START Data records
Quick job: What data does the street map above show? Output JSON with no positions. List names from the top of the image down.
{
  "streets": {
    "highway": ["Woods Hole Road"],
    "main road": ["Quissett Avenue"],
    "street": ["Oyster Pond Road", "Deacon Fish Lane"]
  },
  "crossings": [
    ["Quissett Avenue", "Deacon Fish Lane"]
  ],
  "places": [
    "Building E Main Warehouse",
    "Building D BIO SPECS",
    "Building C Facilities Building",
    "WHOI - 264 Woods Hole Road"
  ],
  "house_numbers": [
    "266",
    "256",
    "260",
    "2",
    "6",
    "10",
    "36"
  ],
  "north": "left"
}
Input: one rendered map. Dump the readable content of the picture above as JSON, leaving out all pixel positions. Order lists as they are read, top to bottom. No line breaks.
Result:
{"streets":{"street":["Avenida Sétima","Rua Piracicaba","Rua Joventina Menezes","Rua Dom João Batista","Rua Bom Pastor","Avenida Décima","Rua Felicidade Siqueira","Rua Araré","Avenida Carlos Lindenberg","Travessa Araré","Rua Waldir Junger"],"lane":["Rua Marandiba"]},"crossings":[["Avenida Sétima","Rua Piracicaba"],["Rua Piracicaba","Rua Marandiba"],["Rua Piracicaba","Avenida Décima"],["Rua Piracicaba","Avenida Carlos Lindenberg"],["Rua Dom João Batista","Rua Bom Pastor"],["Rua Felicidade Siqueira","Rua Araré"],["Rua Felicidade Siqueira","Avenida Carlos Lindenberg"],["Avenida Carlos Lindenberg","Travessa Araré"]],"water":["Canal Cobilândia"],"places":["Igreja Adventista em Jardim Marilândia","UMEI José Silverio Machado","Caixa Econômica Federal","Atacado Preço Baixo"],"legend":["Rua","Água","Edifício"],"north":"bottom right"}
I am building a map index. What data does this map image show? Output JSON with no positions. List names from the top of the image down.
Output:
END Data records
Copy out every entry again, exactly as it was given.

Quick job: What data does the street map above show? Output JSON with no positions. List names from the top of the image down.
{
  "streets": {
    "highway": ["Woods Hole Road"],
    "main road": ["Quissett Avenue"],
    "street": ["Oyster Pond Road", "Deacon Fish Lane"]
  },
  "crossings": [
    ["Quissett Avenue", "Deacon Fish Lane"]
  ],
  "places": [
    "Building E Main Warehouse",
    "Building D BIO SPECS",
    "Building C Facilities Building",
    "WHOI - 264 Woods Hole Road"
  ],
  "house_numbers": [
    "266",
    "256",
    "260",
    "2",
    "6",
    "10",
    "36"
  ],
  "north": "left"
}
Input: one rendered map. Dump the readable content of the picture above as JSON, leaving out all pixel positions. Order lists as they are read, top to bottom. No line breaks.
Result:
{"streets":{"street":["Avenida Sétima","Rua Piracicaba","Rua Joventina Menezes","Rua Dom João Batista","Rua Bom Pastor","Avenida Décima","Rua Felicidade Siqueira","Rua Araré","Avenida Carlos Lindenberg","Travessa Araré","Rua Waldir Junger"],"lane":["Rua Marandiba"]},"crossings":[["Avenida Sétima","Rua Piracicaba"],["Rua Piracicaba","Rua Marandiba"],["Rua Piracicaba","Avenida Décima"],["Rua Piracicaba","Avenida Carlos Lindenberg"],["Rua Dom João Batista","Rua Bom Pastor"],["Rua Felicidade Siqueira","Rua Araré"],["Rua Felicidade Siqueira","Avenida Carlos Lindenberg"],["Avenida Carlos Lindenberg","Travessa Araré"]],"water":["Canal Cobilândia"],"places":["Igreja Adventista em Jardim Marilândia","UMEI José Silverio Machado","Caixa Econômica Federal","Atacado Preço Baixo"],"legend":["Rua","Água","Edifício"],"north":"bottom right"}
I am building a map index. What data does this map image show? Output JSON with no positions. List names from the top of the image down.
Output:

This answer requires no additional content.